The main limitations of our study are the retrospective design of the study performed in one single endoscopy center only and the lack of routine biopsies to exclude residual and/or recurrent neoplasia histologically. Another limitation is that we do not have complete follow-up data of all of the resected cases, yet. We will continue to follow up on our patients in order to achieve complete follow-up. Another limitation is the potential for bias inherent in all cohort studies; however, this is limited by the absence of exclusion criteria in this and other comparable studies [9].

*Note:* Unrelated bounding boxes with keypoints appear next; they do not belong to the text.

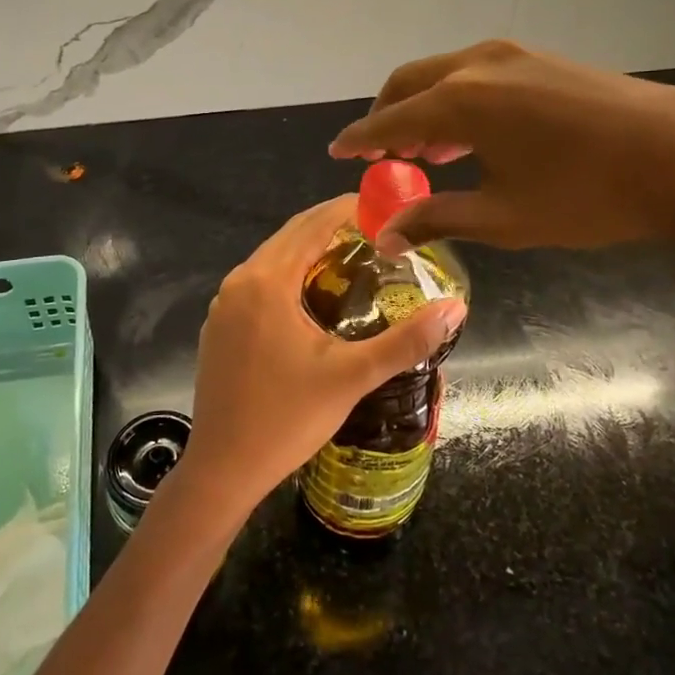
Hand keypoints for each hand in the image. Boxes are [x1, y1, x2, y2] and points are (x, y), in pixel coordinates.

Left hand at [175, 195, 466, 518]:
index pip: (312, 224)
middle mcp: (239, 281)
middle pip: (290, 235)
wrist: (223, 468)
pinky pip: (259, 282)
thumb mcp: (352, 377)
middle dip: (332, 226)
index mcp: (267, 281)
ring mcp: (224, 303)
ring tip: (355, 258)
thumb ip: (406, 340)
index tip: (385, 206)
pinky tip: (314, 295)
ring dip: (310, 250)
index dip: (349, 209)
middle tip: (379, 232)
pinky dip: (288, 273)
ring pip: (273, 258)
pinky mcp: (219, 325)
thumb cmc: (287, 419)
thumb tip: (456, 307)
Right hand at [328, 40, 674, 291]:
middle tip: (379, 155)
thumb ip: (436, 219)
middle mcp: (476, 64)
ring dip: (422, 107)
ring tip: (423, 149)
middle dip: (386, 117)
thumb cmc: (587, 194)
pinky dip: (456, 99)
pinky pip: (475, 73)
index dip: (358, 140)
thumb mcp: (503, 216)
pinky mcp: (541, 58)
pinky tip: (470, 133)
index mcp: (459, 100)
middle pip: (409, 83)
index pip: (388, 120)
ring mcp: (513, 55)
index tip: (336, 152)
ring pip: (443, 74)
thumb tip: (385, 237)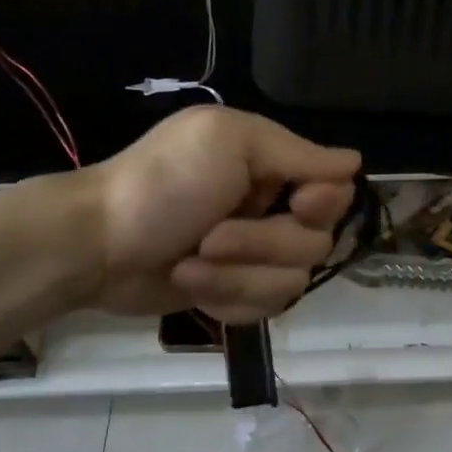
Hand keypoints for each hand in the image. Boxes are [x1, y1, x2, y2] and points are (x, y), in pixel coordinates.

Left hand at [86, 106, 359, 321]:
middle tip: (211, 236)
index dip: (323, 203)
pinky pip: (264, 308)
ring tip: (190, 264)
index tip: (297, 205)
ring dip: (237, 276)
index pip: (335, 189)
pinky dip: (227, 299)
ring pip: (292, 282)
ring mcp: (254, 255)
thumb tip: (356, 162)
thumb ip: (296, 153)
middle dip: (262, 244)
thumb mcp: (228, 143)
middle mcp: (272, 207)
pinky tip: (191, 286)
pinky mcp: (235, 293)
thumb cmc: (161, 183)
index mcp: (272, 164)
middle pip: (317, 242)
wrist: (96, 245)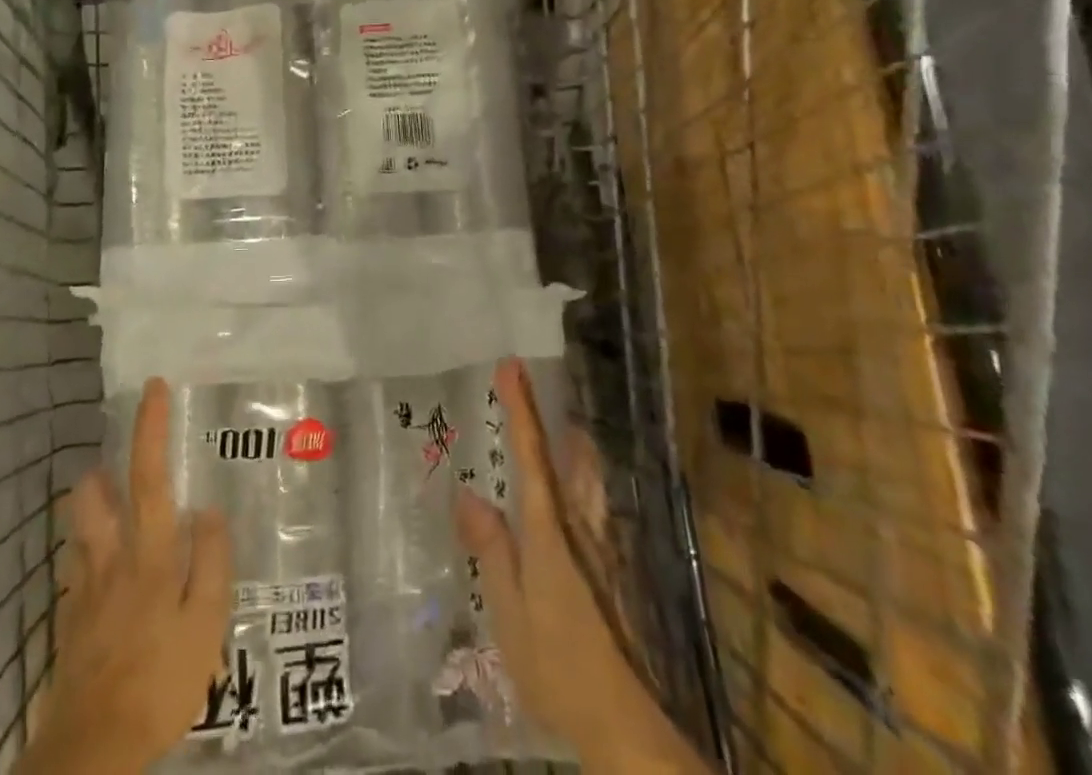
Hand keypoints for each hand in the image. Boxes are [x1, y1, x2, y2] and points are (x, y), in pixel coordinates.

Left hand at [20, 378, 232, 774]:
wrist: (91, 751)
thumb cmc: (159, 682)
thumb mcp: (206, 625)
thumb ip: (210, 561)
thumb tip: (208, 508)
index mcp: (148, 553)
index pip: (149, 475)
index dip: (150, 428)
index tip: (153, 387)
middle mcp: (110, 559)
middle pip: (92, 495)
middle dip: (103, 471)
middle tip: (122, 469)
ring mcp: (83, 590)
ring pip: (79, 529)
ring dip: (92, 510)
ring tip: (116, 518)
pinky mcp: (69, 621)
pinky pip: (76, 572)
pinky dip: (89, 560)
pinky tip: (107, 584)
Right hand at [456, 359, 709, 773]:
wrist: (622, 724)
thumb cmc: (558, 665)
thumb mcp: (509, 610)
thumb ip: (492, 549)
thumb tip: (469, 492)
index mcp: (550, 532)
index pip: (532, 457)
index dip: (521, 410)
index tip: (511, 366)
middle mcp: (578, 529)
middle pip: (571, 462)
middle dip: (554, 423)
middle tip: (531, 391)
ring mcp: (597, 551)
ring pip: (584, 484)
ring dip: (567, 451)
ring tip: (550, 431)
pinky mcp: (605, 574)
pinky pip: (586, 510)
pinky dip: (572, 485)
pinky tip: (559, 502)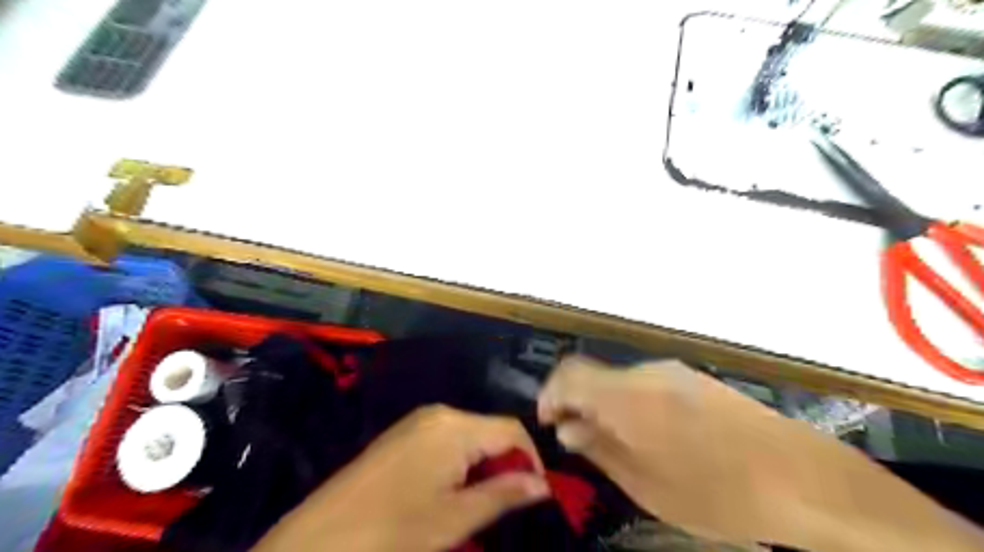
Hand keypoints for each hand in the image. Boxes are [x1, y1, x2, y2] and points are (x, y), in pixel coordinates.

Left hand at [253, 404, 549, 550]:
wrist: (319, 539)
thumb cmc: (394, 530)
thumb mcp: (456, 518)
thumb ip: (504, 494)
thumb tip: (543, 485)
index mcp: (455, 426)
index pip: (512, 430)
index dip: (532, 459)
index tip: (537, 494)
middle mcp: (439, 413)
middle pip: (490, 430)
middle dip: (506, 463)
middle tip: (508, 502)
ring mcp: (418, 421)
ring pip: (470, 436)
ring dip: (484, 464)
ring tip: (482, 500)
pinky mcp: (404, 434)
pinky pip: (447, 439)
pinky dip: (461, 462)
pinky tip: (452, 490)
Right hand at [535, 356, 983, 549]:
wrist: (805, 479)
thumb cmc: (718, 492)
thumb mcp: (646, 484)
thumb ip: (600, 449)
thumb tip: (569, 429)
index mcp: (627, 395)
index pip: (569, 374)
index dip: (550, 395)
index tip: (548, 423)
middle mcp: (646, 372)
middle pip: (594, 375)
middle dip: (578, 404)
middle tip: (579, 441)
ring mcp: (674, 372)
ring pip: (620, 381)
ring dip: (605, 406)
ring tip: (614, 445)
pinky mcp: (696, 380)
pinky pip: (646, 385)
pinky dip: (631, 405)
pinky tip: (650, 437)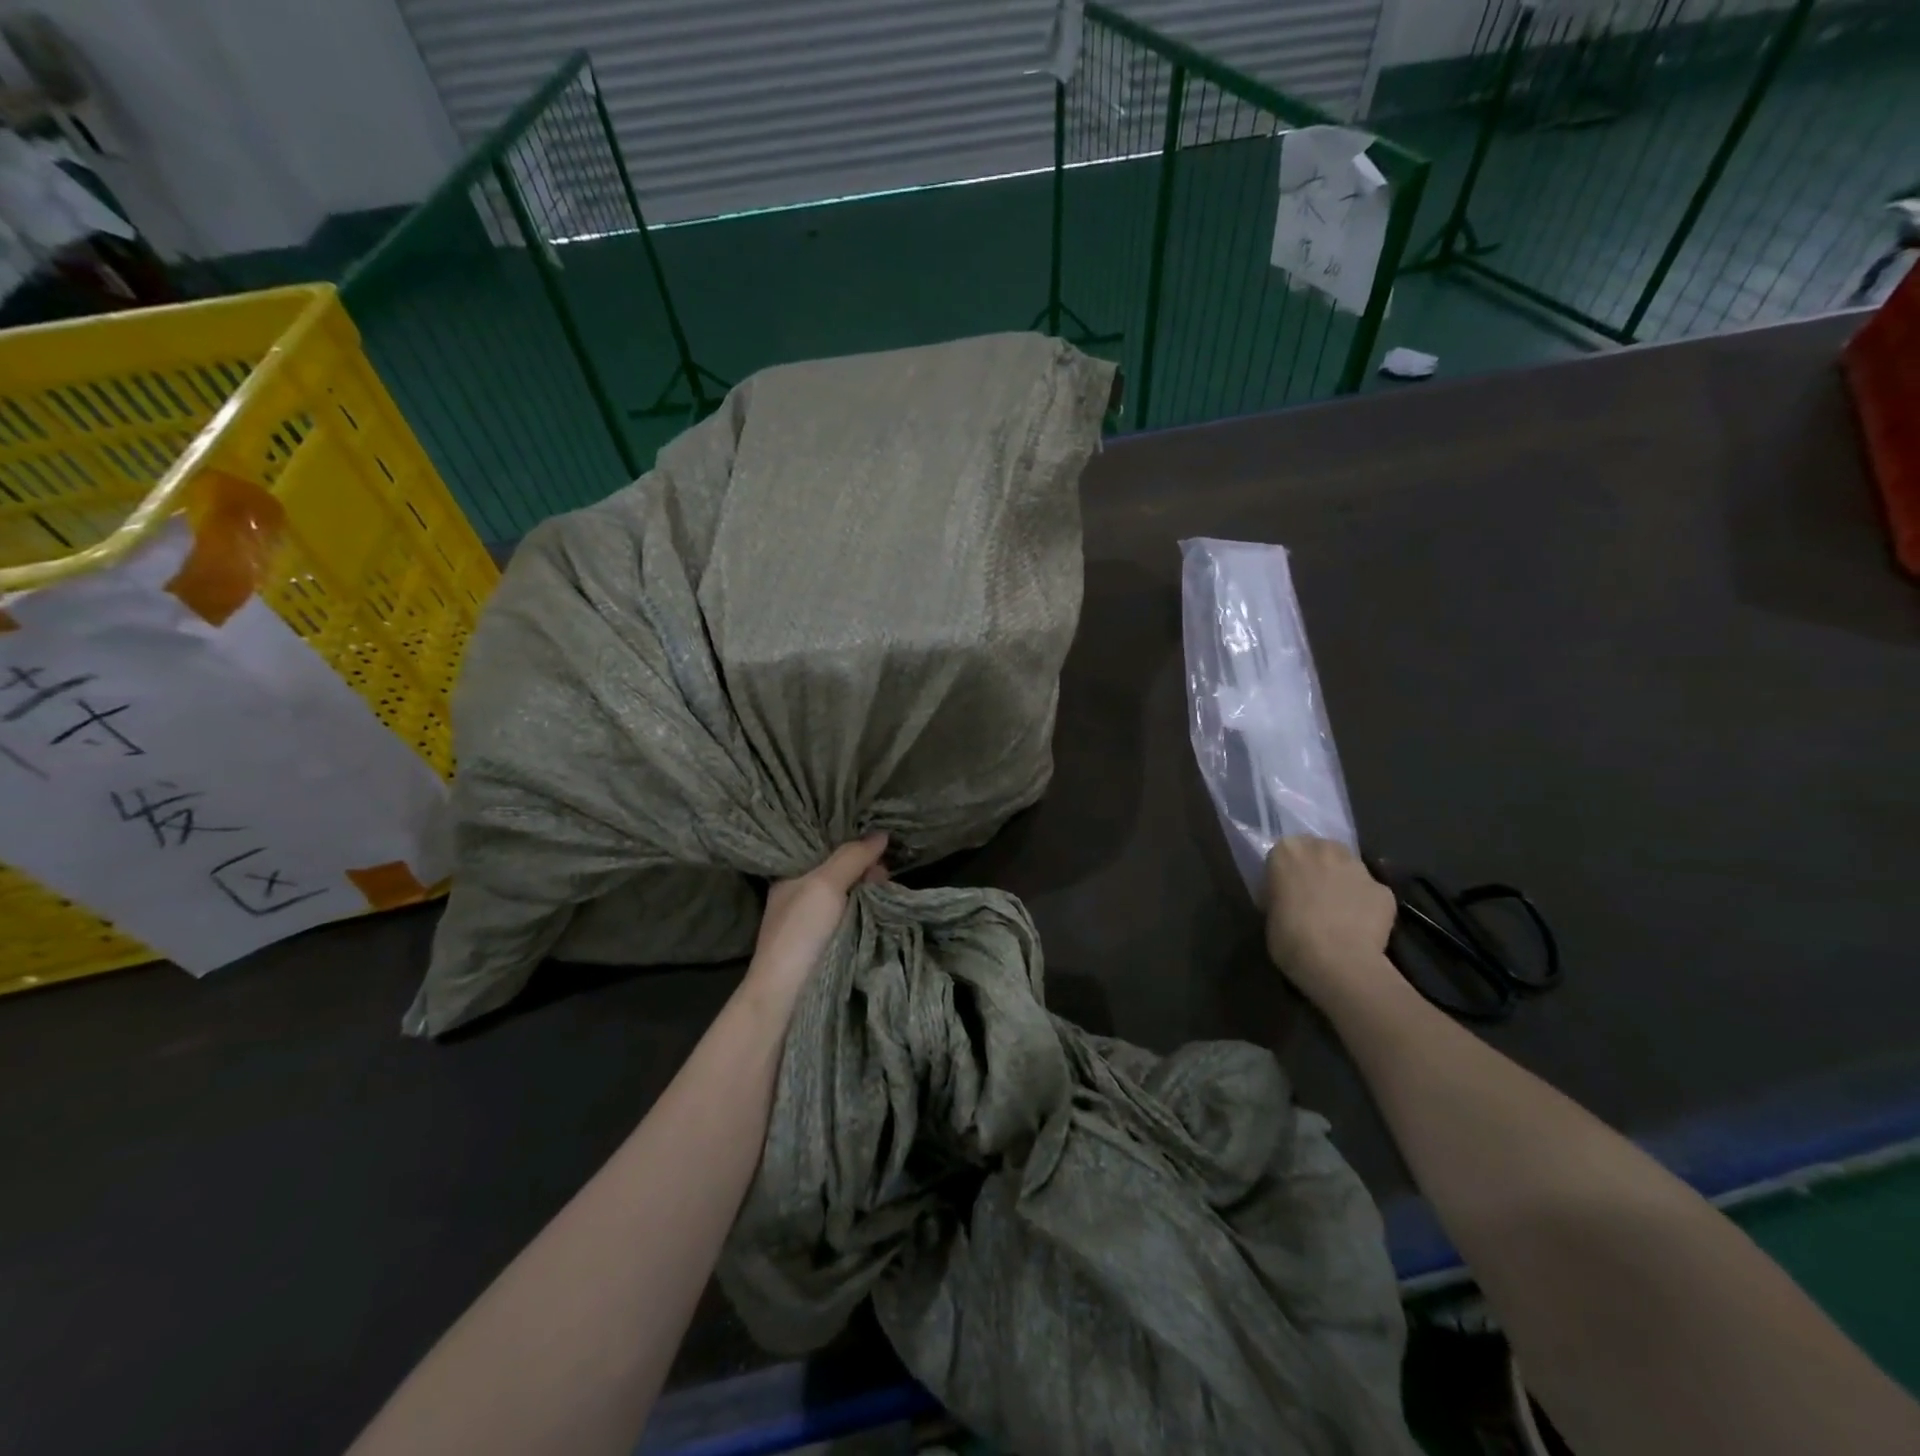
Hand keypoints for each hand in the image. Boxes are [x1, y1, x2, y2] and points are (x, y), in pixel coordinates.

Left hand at [745, 835, 889, 1009]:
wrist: (787, 997)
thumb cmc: (800, 932)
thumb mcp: (824, 884)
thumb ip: (852, 857)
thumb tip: (881, 834)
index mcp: (791, 877)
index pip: (825, 849)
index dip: (850, 844)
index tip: (876, 842)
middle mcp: (802, 896)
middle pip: (842, 872)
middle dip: (866, 869)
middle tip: (884, 873)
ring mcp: (816, 924)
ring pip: (852, 896)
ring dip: (871, 892)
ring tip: (890, 890)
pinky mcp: (831, 945)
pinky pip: (856, 919)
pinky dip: (871, 913)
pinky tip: (887, 908)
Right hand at [1263, 837, 1399, 1007]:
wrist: (1337, 963)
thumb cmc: (1290, 938)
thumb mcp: (1269, 913)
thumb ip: (1279, 895)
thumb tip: (1288, 898)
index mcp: (1287, 851)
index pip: (1285, 852)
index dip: (1287, 871)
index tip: (1286, 890)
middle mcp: (1324, 849)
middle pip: (1321, 851)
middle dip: (1318, 867)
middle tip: (1314, 895)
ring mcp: (1358, 868)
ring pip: (1349, 867)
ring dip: (1343, 882)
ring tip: (1340, 912)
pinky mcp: (1384, 890)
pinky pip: (1370, 893)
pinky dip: (1366, 905)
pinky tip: (1361, 928)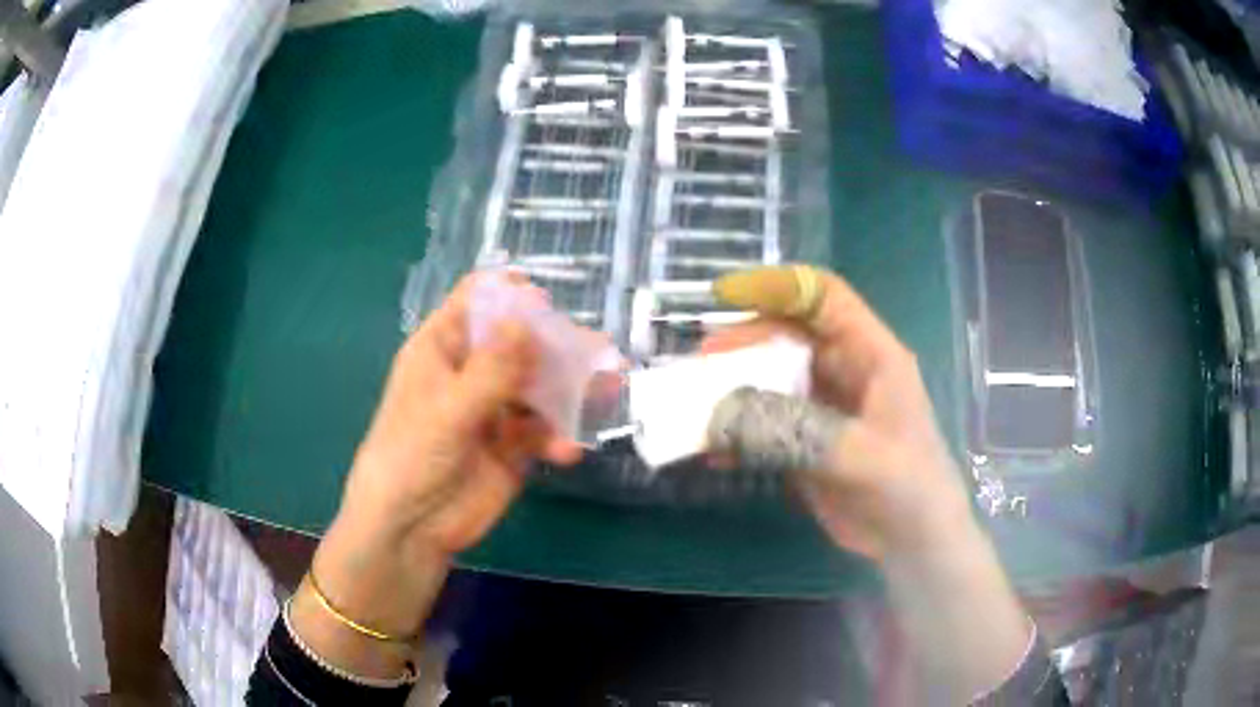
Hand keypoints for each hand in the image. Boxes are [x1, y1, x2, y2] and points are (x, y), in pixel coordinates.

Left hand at [291, 274, 579, 677]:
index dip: (508, 294)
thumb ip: (491, 369)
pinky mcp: (512, 447)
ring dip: (571, 388)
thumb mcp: (448, 410)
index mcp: (442, 349)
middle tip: (596, 348)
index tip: (544, 301)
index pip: (475, 303)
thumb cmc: (411, 456)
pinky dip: (559, 437)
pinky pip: (544, 431)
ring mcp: (494, 410)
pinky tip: (568, 452)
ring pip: (539, 386)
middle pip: (518, 341)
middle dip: (556, 343)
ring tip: (609, 387)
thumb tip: (526, 318)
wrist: (411, 528)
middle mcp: (471, 372)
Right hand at [710, 266, 1030, 700]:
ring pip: (772, 379)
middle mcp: (846, 370)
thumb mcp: (862, 455)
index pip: (824, 297)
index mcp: (872, 355)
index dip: (778, 286)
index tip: (727, 294)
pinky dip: (740, 434)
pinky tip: (715, 452)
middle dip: (744, 343)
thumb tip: (726, 413)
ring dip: (735, 388)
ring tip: (698, 403)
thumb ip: (799, 431)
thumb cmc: (909, 487)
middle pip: (789, 335)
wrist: (914, 542)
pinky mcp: (808, 441)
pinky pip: (767, 425)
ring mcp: (825, 406)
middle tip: (702, 363)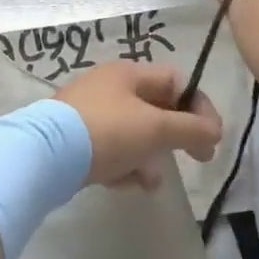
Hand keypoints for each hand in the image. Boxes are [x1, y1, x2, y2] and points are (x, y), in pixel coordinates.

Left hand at [56, 62, 222, 191]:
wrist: (44, 156)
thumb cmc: (106, 132)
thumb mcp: (155, 128)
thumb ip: (191, 129)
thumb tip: (214, 131)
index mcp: (128, 73)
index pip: (177, 81)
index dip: (199, 107)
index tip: (211, 138)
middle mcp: (109, 88)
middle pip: (157, 109)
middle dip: (175, 137)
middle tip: (197, 159)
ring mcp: (90, 114)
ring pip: (135, 134)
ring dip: (149, 158)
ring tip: (149, 181)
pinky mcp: (76, 141)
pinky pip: (112, 152)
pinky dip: (123, 167)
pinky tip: (123, 185)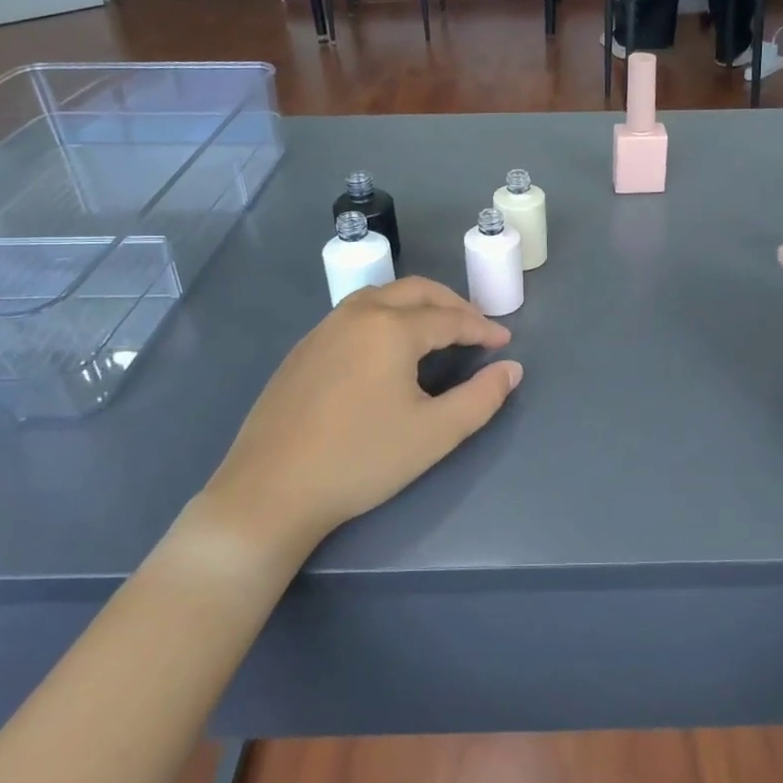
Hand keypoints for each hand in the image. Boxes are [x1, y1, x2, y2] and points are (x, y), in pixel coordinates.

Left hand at [195, 278, 521, 558]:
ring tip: (437, 332)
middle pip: (415, 292)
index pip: (450, 318)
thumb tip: (511, 369)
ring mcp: (323, 329)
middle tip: (476, 328)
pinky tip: (387, 351)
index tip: (504, 342)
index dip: (482, 328)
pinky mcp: (302, 350)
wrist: (271, 491)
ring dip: (417, 306)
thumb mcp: (435, 434)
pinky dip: (385, 318)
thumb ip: (482, 398)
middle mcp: (356, 314)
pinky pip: (354, 315)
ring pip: (381, 297)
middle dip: (452, 304)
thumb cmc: (361, 460)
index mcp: (391, 328)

In summary, with 341 patients, the present study is—to our knowledge—the largest study showing complication as well as recurrence rates after colorectal polypectomy of advanced colorectal adenomas of ≥3 cm in size. As in previous studies, polyp size was identified as the most important risk factor for complications. The recurrence rate after piecemeal resection of particularly large lateral spreading adenomas is high. However, these residual and/or recurrent adenomas can be managed endoscopically with high success rates. For the first time, this study shows that the complication rate after colorectal polypectomy of large adenomas is correlated inversely with the residual and/or recurrence rate. As shown for other indications, especially in abdominal surgery, the impact of the examiners’ experience on the quality of outcome in colorectal polypectomy becomes also evident in the present study. In contrast to the study from Masci et al. [23], we therefore recommend that endoscopic resection of large colorectal adenomas should only be performed in high-volume centers.